We all evolve. I noticed the improbabilities more this time through. The fact that, unlike the movie, humans wore no clothes at all must’ve scandalized my young eyes. I would’ve agreed, however, with Ulysse Mérou’s sentiments that humans were created in the image of God, not apes. In fact, there is an undercurrent of a somewhat conservative theological outlook here. Humans may experiment on animals, but when it’s reversed, it’s evil. In many ways, the cinematic version improves the story, but Boulle’s telling grows in intensity as the novel unfolds. Mérou develops a moral sense that includes the apes as well as human beings. The story, of course, is largely about prejudice and its evils. In that respect, it’s timeless.

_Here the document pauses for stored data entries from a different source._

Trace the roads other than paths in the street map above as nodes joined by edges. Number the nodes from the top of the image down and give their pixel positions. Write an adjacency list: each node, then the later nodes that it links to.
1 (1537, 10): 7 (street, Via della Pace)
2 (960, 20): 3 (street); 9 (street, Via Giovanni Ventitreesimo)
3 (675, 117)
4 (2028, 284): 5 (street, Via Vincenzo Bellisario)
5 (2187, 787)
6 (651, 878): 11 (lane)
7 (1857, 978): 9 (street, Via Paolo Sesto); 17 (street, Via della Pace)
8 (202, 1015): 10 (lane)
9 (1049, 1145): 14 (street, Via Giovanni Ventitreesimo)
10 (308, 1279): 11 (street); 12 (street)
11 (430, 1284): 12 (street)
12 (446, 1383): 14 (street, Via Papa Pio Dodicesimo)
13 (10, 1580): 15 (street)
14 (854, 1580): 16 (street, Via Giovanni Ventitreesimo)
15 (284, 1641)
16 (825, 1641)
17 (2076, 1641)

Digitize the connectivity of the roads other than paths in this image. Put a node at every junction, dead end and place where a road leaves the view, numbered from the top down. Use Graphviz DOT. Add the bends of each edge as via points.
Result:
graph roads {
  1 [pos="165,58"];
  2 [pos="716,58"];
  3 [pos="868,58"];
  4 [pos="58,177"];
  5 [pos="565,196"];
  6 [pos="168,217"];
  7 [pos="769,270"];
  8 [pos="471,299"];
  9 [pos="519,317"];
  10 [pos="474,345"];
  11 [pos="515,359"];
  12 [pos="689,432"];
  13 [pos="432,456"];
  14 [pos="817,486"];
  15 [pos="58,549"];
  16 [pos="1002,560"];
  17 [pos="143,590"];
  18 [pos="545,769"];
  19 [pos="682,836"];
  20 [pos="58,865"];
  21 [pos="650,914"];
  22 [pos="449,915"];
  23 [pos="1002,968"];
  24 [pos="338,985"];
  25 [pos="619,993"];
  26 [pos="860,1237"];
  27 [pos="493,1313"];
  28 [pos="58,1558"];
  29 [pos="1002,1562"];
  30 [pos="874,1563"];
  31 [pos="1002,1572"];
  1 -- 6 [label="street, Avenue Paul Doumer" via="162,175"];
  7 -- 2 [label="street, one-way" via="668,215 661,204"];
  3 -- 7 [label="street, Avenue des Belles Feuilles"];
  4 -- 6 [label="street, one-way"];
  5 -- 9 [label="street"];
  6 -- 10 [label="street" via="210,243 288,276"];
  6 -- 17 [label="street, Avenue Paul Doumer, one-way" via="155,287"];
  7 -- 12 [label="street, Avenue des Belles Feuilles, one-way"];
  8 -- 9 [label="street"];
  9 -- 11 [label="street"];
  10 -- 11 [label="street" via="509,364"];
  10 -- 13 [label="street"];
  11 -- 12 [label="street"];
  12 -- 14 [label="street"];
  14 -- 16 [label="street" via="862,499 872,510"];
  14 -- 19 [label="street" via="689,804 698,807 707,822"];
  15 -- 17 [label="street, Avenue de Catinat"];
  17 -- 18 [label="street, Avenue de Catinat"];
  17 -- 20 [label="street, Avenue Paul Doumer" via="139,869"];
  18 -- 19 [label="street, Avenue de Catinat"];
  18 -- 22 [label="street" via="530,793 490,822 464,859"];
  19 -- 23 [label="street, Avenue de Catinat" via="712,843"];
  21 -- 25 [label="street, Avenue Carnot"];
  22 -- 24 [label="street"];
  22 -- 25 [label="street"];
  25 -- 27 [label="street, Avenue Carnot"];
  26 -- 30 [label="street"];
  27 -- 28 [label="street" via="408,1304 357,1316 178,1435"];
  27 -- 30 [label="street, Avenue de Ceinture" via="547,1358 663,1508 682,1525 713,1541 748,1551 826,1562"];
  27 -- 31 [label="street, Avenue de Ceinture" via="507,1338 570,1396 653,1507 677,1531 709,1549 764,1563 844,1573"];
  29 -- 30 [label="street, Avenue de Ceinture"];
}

As a child I realized that we lose something if we accept the fact of evolution. We lose that special feeling of having been intentionally created by a deity that made us God-shaped. Ironically, I also came to realize that those who rejected evolution often treated their fellow humans like animals. They held onto prejudices against other “races.” They castigated the poor for being lazy. They wish to remove healthcare from those made in the image of God. The contradictions and cruelties simply don’t comport with the Good Book they adore and ignore. Evolution, with the realities of nature impinging on our security, is far less dangerous than what biblical literalism has evolved to be. I can’t say why this book and its cinematic renditions became so deeply embedded in my young mind. But having read the book again, it’s pretty clear that the ideas have remained there, even as they have modified, with descent, over time.